Since 2019, nine prescriber identifiers have collectively accounted for more than half of all CBPM items recorded in England. The top ten combined account for 805,255 items, 52.2% of the all-time total of 1.54 million.
Thirty-seven identifiers account for 80% of all items ever dispensed. At the other end of the distribution, 121 of the 314 identifiers in the dataset have issued fewer than 100 items in total across the entire period.
Lifetime concentration: top 10 prescribers vs rest (all-time)

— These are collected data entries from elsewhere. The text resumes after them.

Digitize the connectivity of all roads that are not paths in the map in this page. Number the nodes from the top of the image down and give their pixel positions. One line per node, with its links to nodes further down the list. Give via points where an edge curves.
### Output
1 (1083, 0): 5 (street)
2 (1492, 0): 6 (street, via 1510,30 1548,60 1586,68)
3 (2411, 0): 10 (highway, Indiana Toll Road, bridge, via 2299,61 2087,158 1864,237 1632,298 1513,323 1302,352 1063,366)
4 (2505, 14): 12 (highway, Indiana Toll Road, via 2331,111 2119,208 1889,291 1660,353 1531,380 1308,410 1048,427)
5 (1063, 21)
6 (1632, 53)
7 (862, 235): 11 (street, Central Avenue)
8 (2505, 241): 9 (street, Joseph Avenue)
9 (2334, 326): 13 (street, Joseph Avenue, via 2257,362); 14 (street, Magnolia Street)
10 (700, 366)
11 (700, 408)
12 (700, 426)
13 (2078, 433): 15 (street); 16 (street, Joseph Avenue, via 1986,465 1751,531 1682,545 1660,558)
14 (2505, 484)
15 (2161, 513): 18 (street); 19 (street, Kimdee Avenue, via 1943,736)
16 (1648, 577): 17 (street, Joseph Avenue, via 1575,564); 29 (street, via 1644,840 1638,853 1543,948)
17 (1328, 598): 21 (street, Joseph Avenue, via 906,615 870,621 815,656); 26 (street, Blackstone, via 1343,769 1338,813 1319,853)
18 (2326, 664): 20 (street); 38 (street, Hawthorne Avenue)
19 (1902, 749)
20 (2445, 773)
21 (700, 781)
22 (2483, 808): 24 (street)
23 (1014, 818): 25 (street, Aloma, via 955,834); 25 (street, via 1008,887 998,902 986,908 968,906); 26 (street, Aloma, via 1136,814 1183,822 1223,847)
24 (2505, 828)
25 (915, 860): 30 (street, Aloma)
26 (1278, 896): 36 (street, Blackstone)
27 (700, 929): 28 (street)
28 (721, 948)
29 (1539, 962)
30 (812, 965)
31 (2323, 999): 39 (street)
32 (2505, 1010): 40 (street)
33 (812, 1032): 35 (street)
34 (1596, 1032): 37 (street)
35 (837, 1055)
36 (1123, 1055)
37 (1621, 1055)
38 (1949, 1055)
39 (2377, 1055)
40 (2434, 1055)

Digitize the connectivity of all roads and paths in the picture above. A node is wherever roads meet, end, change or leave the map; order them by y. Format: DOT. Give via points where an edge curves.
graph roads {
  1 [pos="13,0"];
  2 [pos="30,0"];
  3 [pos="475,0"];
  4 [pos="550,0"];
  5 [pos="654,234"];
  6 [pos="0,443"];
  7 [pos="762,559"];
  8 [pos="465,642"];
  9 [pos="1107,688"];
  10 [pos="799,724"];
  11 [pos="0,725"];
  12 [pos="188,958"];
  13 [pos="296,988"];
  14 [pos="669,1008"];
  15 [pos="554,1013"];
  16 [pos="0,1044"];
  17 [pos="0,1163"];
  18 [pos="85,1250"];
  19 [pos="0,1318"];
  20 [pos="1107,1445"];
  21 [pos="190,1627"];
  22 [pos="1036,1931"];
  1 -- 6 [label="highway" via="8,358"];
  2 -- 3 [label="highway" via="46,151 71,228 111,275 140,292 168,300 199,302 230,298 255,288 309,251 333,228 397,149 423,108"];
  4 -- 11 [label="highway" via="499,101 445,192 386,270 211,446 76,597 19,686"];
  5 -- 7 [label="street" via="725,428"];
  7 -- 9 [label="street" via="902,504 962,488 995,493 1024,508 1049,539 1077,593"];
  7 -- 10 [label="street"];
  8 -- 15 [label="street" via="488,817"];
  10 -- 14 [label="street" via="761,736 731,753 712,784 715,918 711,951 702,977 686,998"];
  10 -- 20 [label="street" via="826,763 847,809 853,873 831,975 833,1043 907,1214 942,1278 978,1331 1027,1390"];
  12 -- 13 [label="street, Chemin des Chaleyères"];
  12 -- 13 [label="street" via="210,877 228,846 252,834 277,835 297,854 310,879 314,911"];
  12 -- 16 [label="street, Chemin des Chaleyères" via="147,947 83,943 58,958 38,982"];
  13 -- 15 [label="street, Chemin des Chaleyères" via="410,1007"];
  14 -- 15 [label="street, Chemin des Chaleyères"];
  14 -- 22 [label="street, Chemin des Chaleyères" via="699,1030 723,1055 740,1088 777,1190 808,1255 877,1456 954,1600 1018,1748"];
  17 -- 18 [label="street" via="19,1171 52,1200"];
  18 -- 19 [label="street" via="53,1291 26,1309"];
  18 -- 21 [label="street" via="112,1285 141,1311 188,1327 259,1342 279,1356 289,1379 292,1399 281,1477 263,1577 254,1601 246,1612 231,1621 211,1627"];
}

Top prescriber 11.2% Prescribers 2–10: 41.0% Remaining 304: 47.8%
Top prescriber: 11.2%, prescribers 2-10: 41.0%, remaining: 47.8%
Source: NHSBSA FOI-03587 (2019–May 2025)
In 2024, the concentration was more pronounced still. Three identifiers each dispensed 50,000 items or more, accounting for 31.6% of that year’s total between them.
Eleven further identifiers in the high-volume tier (10,000–50,000 items) contributed 37.5%. The 113 identifiers at the lowest tier, each dispensing fewer than 500 items across the full year, collectively accounted for under 2% of 2024 volume.
Furthermore, this concentrated prescribing dynamic, often attributed by the industry to the severe lack of specialists able to prescribe, has been declining since 2022.
The Gini coefficient, a measure of inequality across the prescriber base, peaked at 0.861 in 2022 and fell to 0.850 in 2024 and 0.775 in the first five months of 2025. The top single identifier’s share of annual volume fell from 14.9% in 2023 to 12.2% in 2024 and 10.8% in the provisional 2025 data. The number of active prescriber identifiers rose from 116 in 2022 to 200 in 2024, with 77 new entrants recorded that year alone.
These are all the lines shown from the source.